[Start of section]
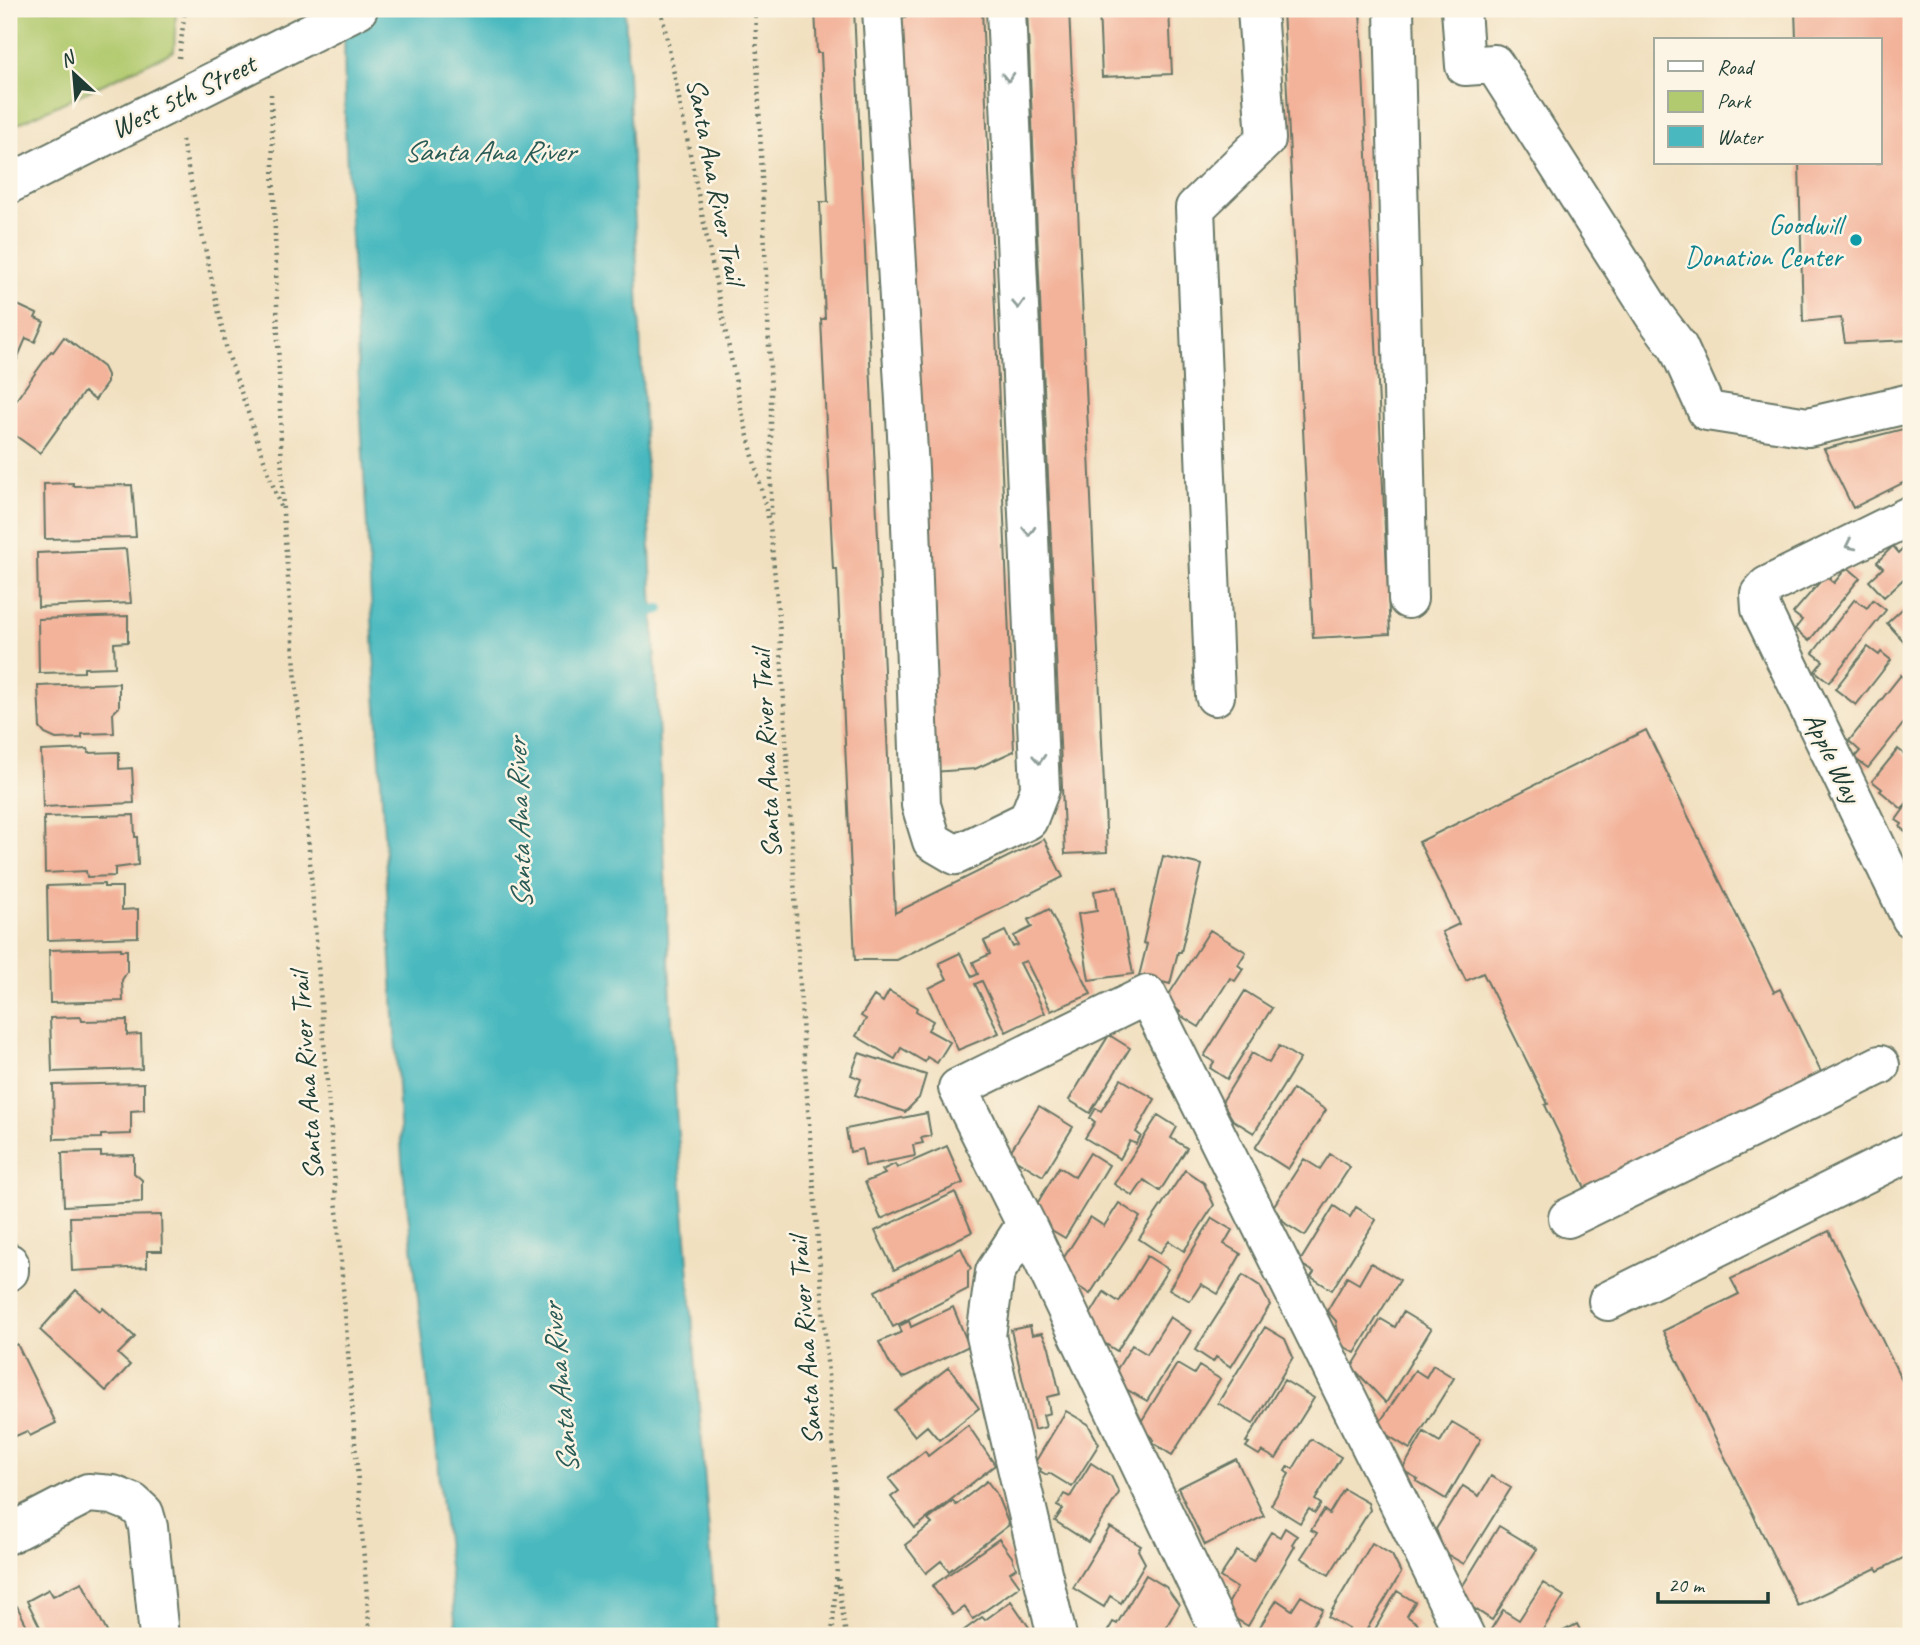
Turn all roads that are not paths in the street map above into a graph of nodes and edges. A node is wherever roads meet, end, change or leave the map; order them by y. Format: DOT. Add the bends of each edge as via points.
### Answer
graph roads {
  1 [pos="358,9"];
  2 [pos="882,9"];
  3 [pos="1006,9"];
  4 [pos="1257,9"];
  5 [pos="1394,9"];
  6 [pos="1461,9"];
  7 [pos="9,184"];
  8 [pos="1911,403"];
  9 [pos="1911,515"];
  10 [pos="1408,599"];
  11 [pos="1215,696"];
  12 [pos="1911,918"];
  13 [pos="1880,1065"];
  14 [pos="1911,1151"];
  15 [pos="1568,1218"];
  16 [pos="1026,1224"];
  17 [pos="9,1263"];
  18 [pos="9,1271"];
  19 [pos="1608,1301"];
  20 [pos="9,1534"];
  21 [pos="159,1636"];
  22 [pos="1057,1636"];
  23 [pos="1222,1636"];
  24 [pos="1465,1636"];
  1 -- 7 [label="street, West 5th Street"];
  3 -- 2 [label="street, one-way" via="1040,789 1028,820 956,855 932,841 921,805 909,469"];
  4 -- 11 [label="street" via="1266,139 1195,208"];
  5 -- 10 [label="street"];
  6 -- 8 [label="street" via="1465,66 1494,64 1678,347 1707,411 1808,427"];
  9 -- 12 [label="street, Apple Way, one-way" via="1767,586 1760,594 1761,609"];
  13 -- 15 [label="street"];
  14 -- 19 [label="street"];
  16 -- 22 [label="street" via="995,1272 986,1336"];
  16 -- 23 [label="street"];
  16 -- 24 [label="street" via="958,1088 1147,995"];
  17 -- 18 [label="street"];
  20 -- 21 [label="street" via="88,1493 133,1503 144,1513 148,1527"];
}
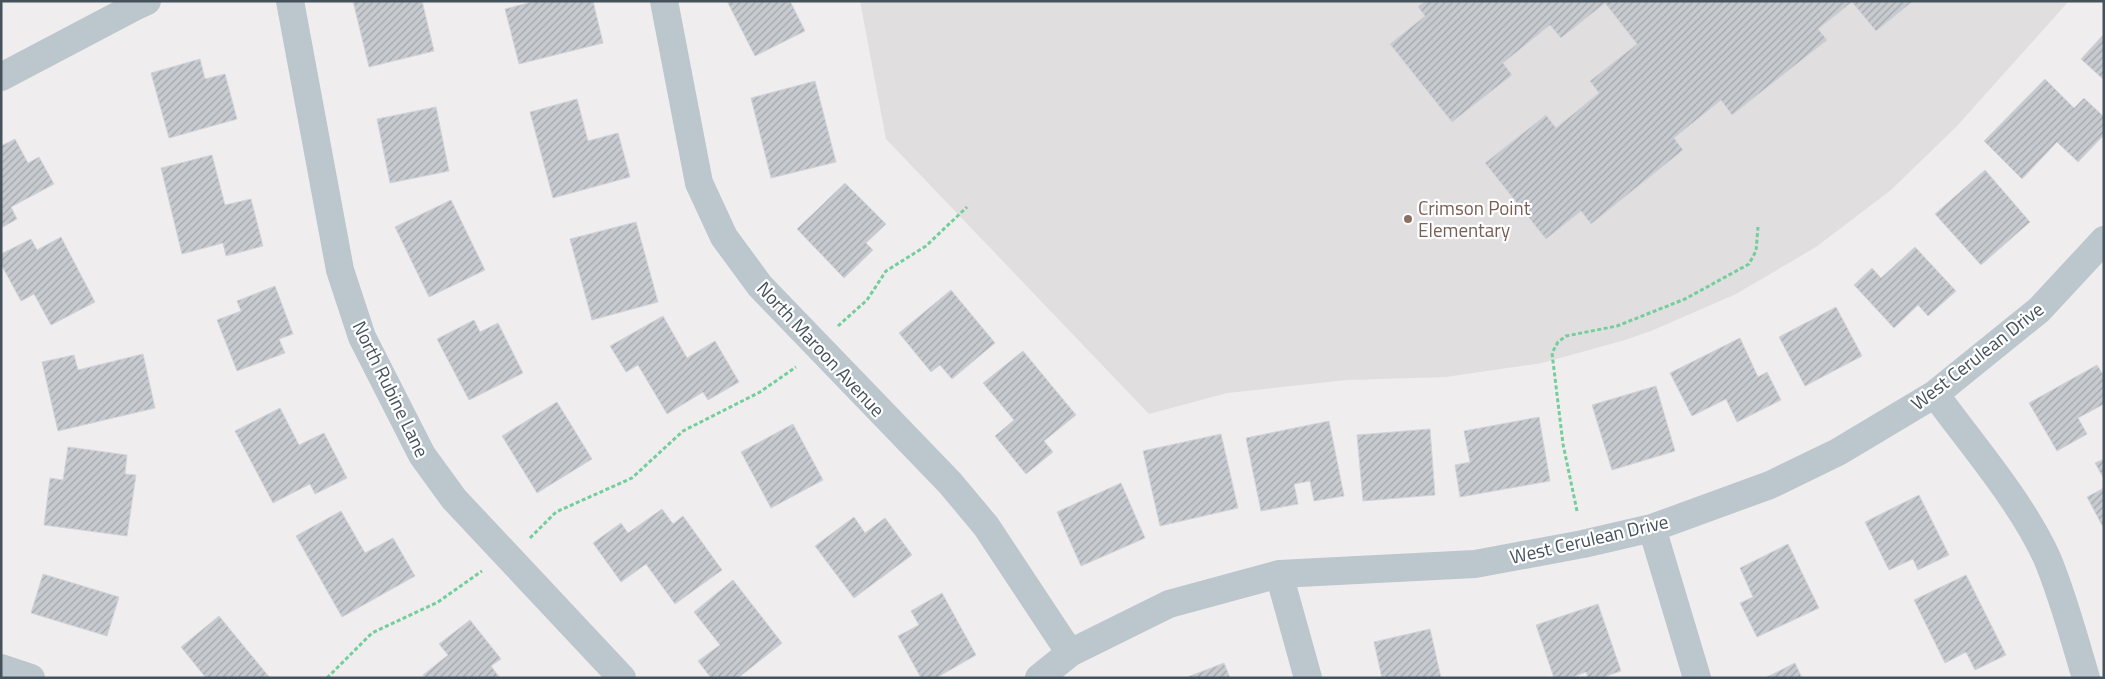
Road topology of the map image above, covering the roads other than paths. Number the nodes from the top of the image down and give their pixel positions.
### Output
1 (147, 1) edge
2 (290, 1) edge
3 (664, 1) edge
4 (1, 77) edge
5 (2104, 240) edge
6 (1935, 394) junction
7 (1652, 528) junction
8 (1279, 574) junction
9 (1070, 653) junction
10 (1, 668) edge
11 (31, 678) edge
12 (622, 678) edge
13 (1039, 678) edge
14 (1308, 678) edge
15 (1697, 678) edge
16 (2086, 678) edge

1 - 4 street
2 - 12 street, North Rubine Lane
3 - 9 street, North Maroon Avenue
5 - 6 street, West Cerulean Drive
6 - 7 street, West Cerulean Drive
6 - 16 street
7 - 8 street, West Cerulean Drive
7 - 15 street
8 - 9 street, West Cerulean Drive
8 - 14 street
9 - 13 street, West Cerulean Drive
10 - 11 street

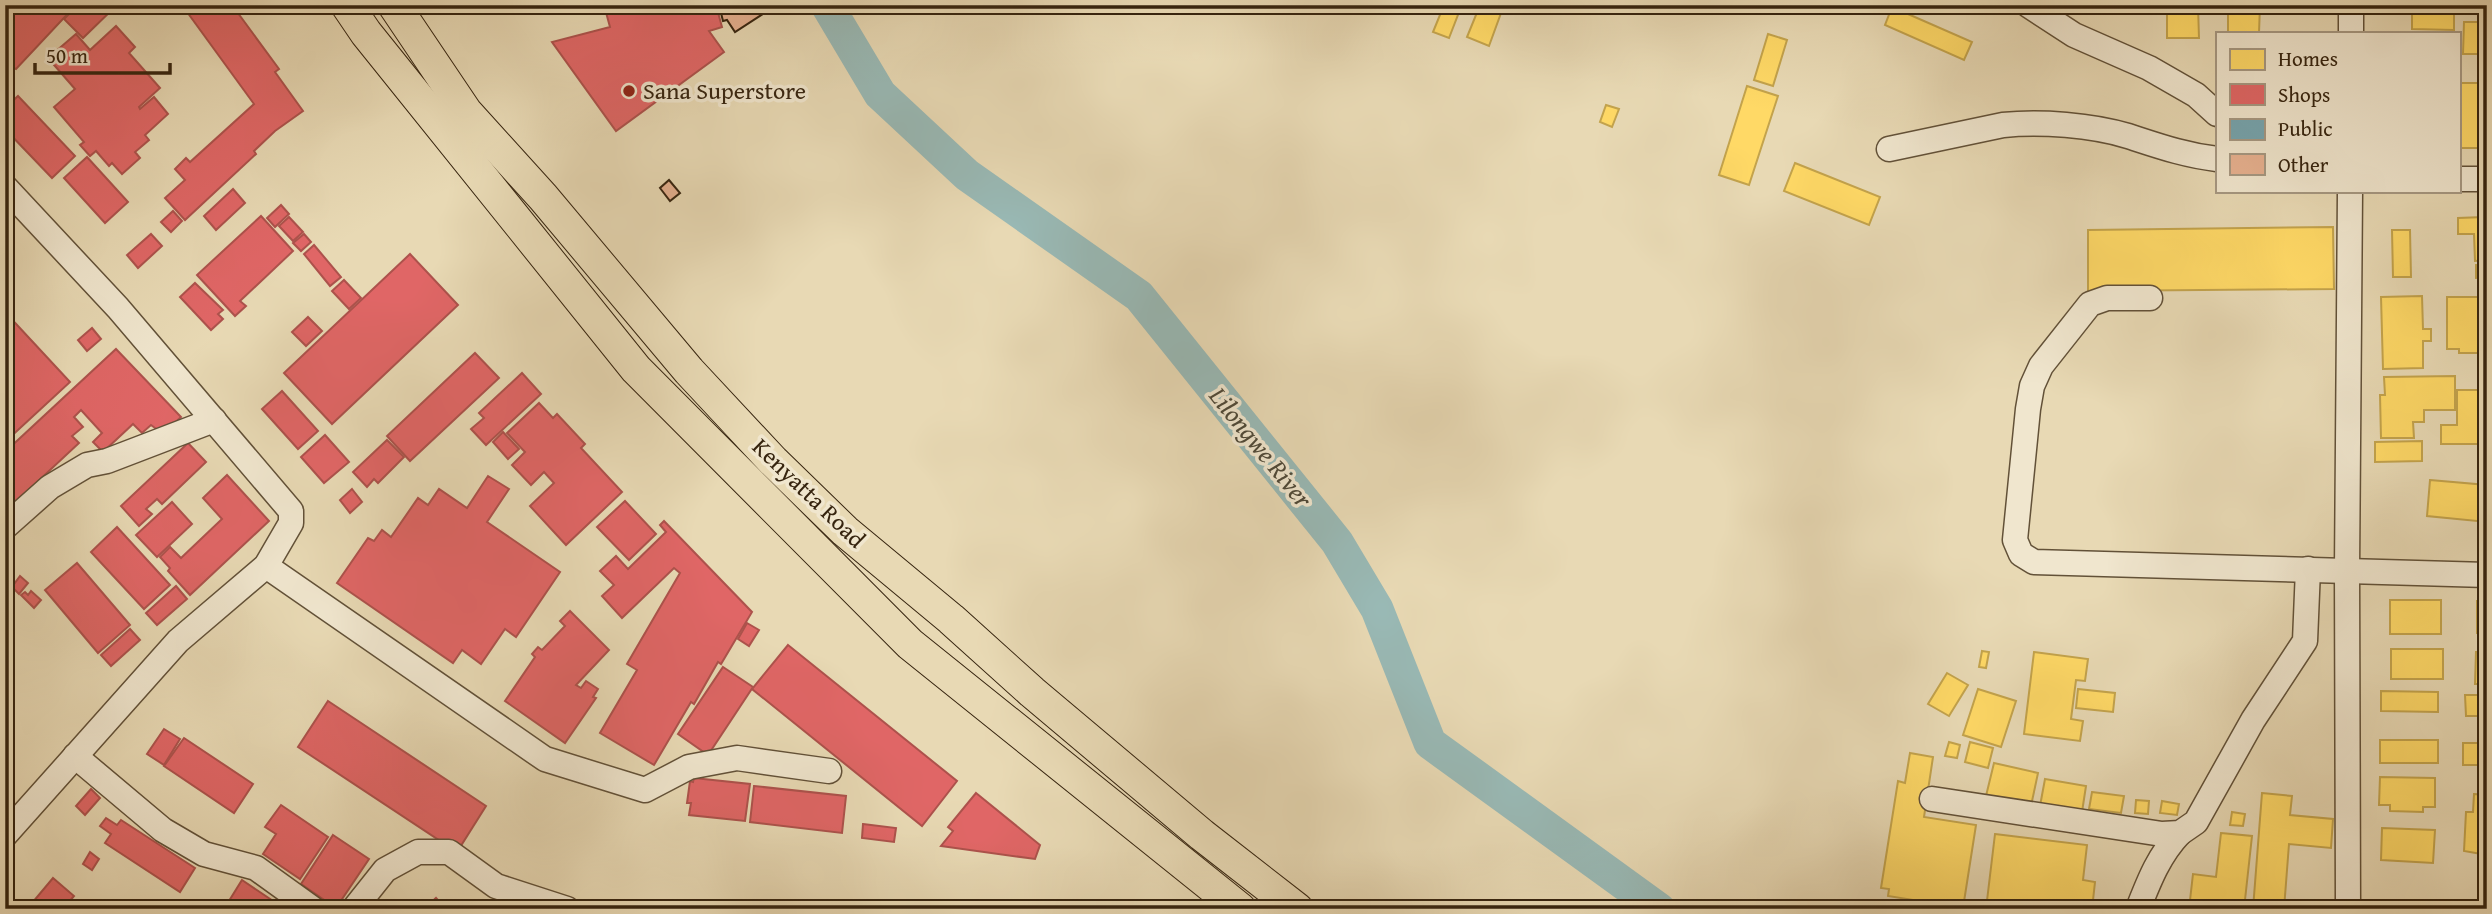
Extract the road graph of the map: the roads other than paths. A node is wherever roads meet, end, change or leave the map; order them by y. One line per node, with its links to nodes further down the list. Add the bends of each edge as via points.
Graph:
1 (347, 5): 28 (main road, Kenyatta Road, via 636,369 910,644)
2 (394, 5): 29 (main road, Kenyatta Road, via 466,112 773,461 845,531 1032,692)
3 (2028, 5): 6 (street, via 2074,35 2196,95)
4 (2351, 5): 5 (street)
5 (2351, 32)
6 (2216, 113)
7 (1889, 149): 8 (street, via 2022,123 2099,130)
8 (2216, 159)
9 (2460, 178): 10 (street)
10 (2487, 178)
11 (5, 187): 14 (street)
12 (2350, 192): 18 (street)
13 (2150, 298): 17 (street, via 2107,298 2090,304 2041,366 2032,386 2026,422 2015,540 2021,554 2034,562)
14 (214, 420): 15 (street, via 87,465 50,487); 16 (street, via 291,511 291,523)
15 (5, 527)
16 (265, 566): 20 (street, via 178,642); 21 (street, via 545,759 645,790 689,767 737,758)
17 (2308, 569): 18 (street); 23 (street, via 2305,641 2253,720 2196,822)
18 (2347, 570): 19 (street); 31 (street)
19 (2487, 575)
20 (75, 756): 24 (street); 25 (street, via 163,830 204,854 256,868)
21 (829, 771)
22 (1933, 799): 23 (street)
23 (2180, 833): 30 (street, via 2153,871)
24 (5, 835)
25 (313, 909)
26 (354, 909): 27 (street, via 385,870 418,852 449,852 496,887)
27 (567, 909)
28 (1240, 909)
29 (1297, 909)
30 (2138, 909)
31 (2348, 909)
[End of section]
Write only the number of lines in the data where the word "above" occurs.

2